Figure 5. (a) XRD patterns of Zr-1B2C-X materials, (b) N2 adsorption–desorption isotherm, (c) pore diameter distribution, (d) TGA graph, TEM and SEM images with corresponding composite overlay mappings for (e) UiO-66-NH2, (f) UiO-66-Br, (g) UiO-66-NO2, and (h) UiO-66-OH.
Table 2. Texture properties of Zr-MOFs with different functional groups.
Similar to the case in the investigation of organic ligand carbon chain effect, the chemical structure of all four MOF materials with organic linkers appended with different functional groups was also characterized by FT-IR, as shown in Figure 6a. The characterized peaks corresponding to C=C bond, C-H and O-H vibrations in the benzene ring, and the stretching vibration of Zr–Oμ3-O and Zr–Oμ3-OH from the Zr cluster were detected in all four materials with slight variation [35,44,45,46]. However, the intensity of these characteristic peaks of UiO-66-OH is very weak in the FT-IR pattern, indicating that the structure of UiO-66-OH is difficult to form.
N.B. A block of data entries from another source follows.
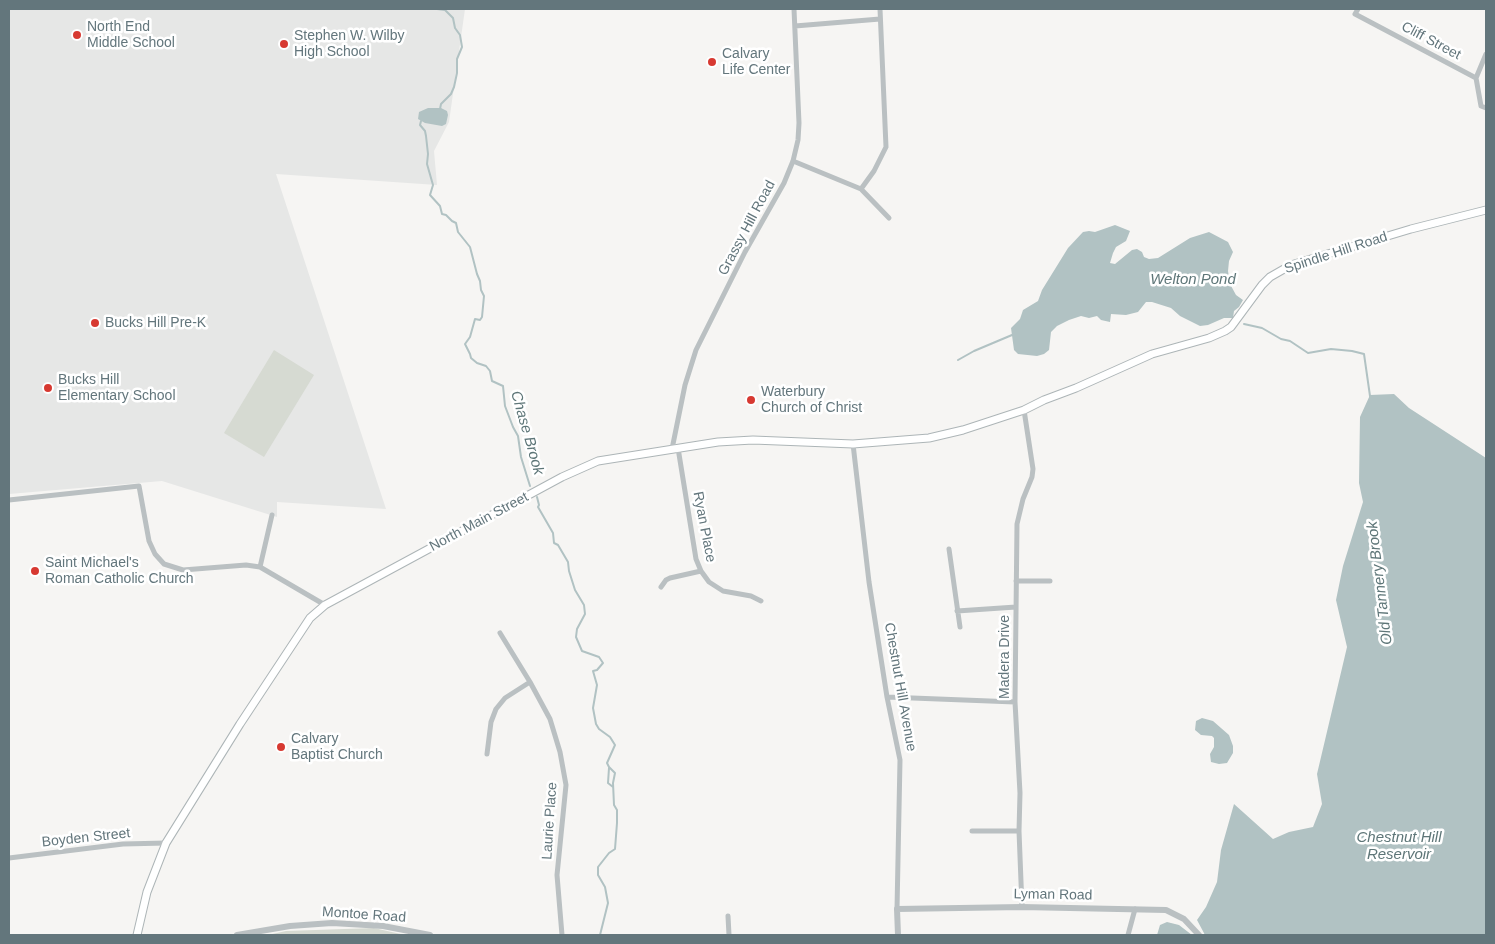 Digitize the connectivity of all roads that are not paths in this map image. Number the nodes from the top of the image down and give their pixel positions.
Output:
1 (794, 9) edge
2 (880, 9) edge
3 (1358, 9) edge
4 (880, 18) junction
5 (794, 26) junction
6 (1486, 54) edge
7 (1476, 78) junction
8 (1484, 107) edge
9 (793, 162) junction
10 (861, 189) junction
11 (1486, 210) edge
12 (890, 218) dead end
13 (1044, 400) joint
14 (1024, 410) junction
15 (853, 444) junction
16 (675, 449) junction
17 (9, 500) edge
18 (272, 515) dead end
19 (949, 549) dead end
20 (260, 567) junction
21 (701, 571) junction
22 (1016, 581) junction
23 (1050, 581) dead end
24 (661, 587) dead end
25 (761, 601) dead end
26 (325, 605) junction
27 (1016, 607) junction
28 (958, 611) junction
29 (960, 627) dead end
30 (500, 633) dead end
31 (530, 682) junction
32 (887, 697) junction
33 (1016, 702) junction
34 (486, 754) dead end
35 (972, 831) dead end
36 (1020, 831) junction
37 (166, 843) junction
38 (9, 858) edge
39 (1022, 907) junction
40 (897, 909) junction
41 (1135, 909) junction
42 (728, 916) dead end
43 (137, 935) edge
44 (237, 935) edge
45 (430, 935) edge
46 (562, 935) edge
47 (729, 935) edge
48 (898, 935) edge
49 (1128, 935) edge
50 (1199, 935) edge

1 - 5 street, Grassy Hill Road
2 - 4 street
3 - 7 street, Cliff Street
4 - 5 street
4 - 10 street
5 - 9 street, Grassy Hill Road
6 - 7 street
7 - 8 street
9 - 10 street
9 - 16 street, Grassy Hill Road
10 - 12 street
11 - 13 main road, Spindle Hill Road
13 - 14 main road, North Main Street
14 - 15 main road, North Main Street
14 - 22 street, Madera Drive
15 - 16 main road, North Main Street
15 - 32 street, Chestnut Hill Avenue
16 - 21 street, Ryan Place
16 - 26 main road, North Main Street
17 - 20 street
18 - 20 street
19 - 28 street
20 - 26 street
21 - 24 street
21 - 25 street, Ryan Place
22 - 23 street
22 - 27 street, Madera Drive
26 - 37 main road, North Main Street
27 - 28 street
27 - 33 street, Madera Drive
28 - 29 street
30 - 31 street, Laurie Place
31 - 34 street
31 - 46 street, Laurie Place
32 - 33 street
32 - 40 street, Chestnut Hill Avenue
33 - 36 street, Madera Drive
35 - 36 street
36 - 39 street, Madera Drive
37 - 38 street, Boyden Street
37 - 43 main road, North Main Street
39 - 40 street, Lyman Road
39 - 41 street, Lyman Road
40 - 48 street, Chestnut Hill Avenue
41 - 49 street
41 - 50 street, Lyman Road
42 - 47 street
44 - 45 street, Montoe Road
Furthermore, characteristic peaks for functional groups were observed in corresponding MOF material, such as C-N tensile vibration from the aromatic amine appearing at 1256 cm−1, the bending vibration of N-H at 1622 cm−1 for UiO-66-NH2, the tensile vibration of C-Br at 1287 cm−1 and 1251 cm−1 over UiO-66-Br [44], and the asymmetric vibration characteristic peak of -NO2 at 1538 cm−1 for UiO-66-NO2 [47]. The appearance of functional group characteristic peaks once again proves the successful synthesis of UiO-66-X materials. In addition, XPS revealed the electronic state modification of Zr6 clusters by the functionalization of organic ligand in UiO-66 analogues. As shown in Figure 6b, functionalization with all four groups results in a slight reduction of the constituting Zr6 clusters relative to that of UiO-66, given the fact that functionalization with an electron-withdrawing group (the -Br group or -NO2 group) could decrease the electron density of the protons in the adsorbed methanol, compared with unfunctionalized UiO-66. On the other hand, introduction of an electron-donating group (the -NH2 group or -OH group) could increase the electron density of protons of methanol in the pores. Furthermore, characteristic peaks associated with functional groups can be observed for every functional group, as summarized in Figure S3 [48,49,50,51,52]. XPS also revealed drastic Zr composition redistribution upon ligand functionalization, as summarized in Table 2, the amount of which was also detected by ICP-MS. Notably, modifying the functional groups of the organic ligands of Zr-MOFs significantly altered the metal mass fraction of Zr, indicating substantial change in active sites. The surface Zr amount of the four synthesized MOFs is in the following order: UiO-66-NO2 < UiO-66-NH2 < UiO-66-OH < UiO-66 < UiO-66-Br.
Figure 6. (a) FT-IR spectra, (b) the XPS spectra of Zr 3d, (c) Py-IR results, (d) EPR diagram of UiO-66-X materials, (e) FT-IR of UiO-66-X materials after reaction.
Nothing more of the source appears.